JD Finance, the financial services provider spun off from e-commerce firm JD.com, has secured “at least” RMB13bn ($1.95bn) in funding at an $18bn valuation, Reuters reported today.
The cash came from BOCGI and CICC Capital, respective subsidiaries of financial services firms Bank of China and China International Capital Corp (CICC), private equity group Citic Capital and brokerage firm China Securities, according to people with direct knowledge of the matter.
JD Finance provides a range of financial services including consumer loans, supply chain financing, payment services, crowdfunding and microfinance, insurance, asset management and securities.

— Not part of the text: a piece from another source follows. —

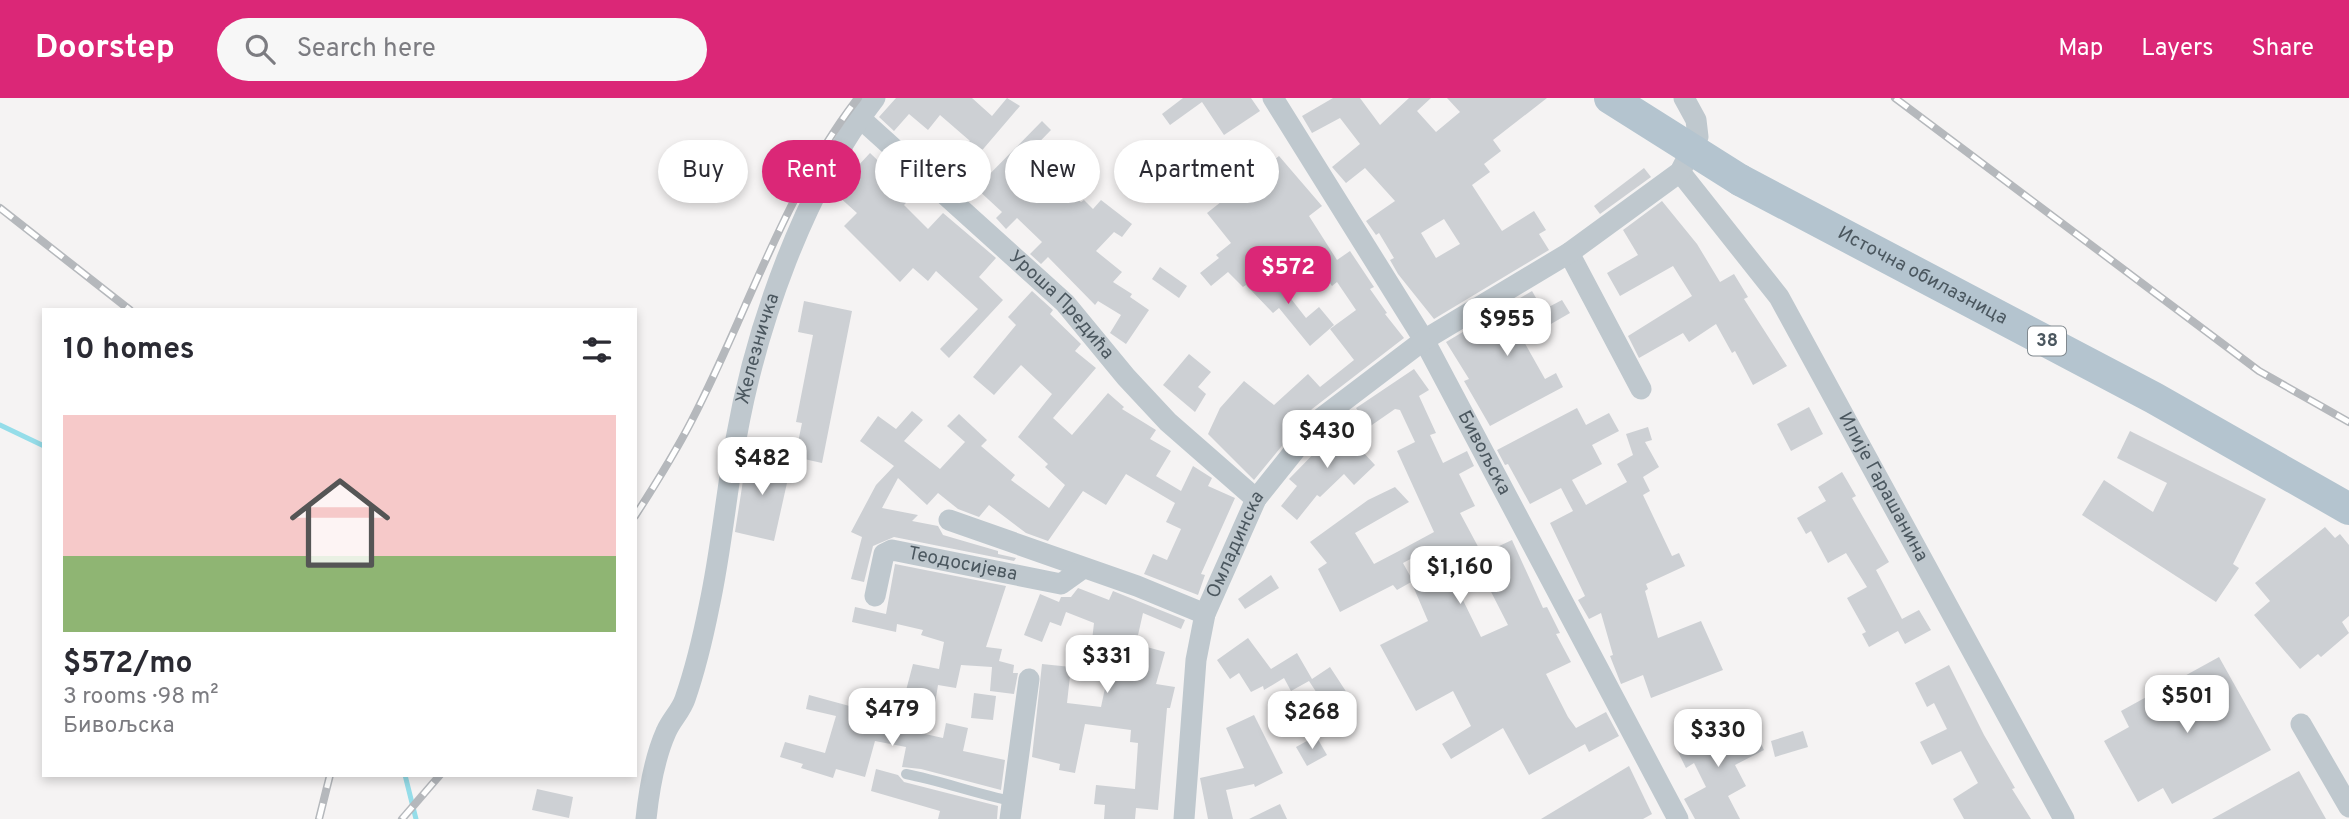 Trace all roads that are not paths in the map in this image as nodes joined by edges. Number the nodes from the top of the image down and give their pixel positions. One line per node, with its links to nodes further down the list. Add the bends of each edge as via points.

The company was formed as an internal division of JD.com in 2013 before insurance firm China Taiping Insurance, Sequoia Capital and investment firm China Harvest Investments co-led a $1bn share subscription in early 2016 at a $7.1bn valuation.
JD.com spun out JD Finance formally in mid-2017 at half the valuation at which it raised its latest funding, selling a 28.6% stake to undisclosed investors for a reported $2.1bn.
JD Finance is considering an initial public offering at some point but has no firm plans, the sources told Reuters, adding that the new funding will be spent on investments in local financial institutions as it looks to obtain banking licences and buy securities.
The round came after Ant Financial, which came out of e-commerce group Alibaba, raised $14bn in series C funding last month, weeks after internet company Baidu spun out its Du Xiaoman Financial subsidiary in a $1.9bn deal.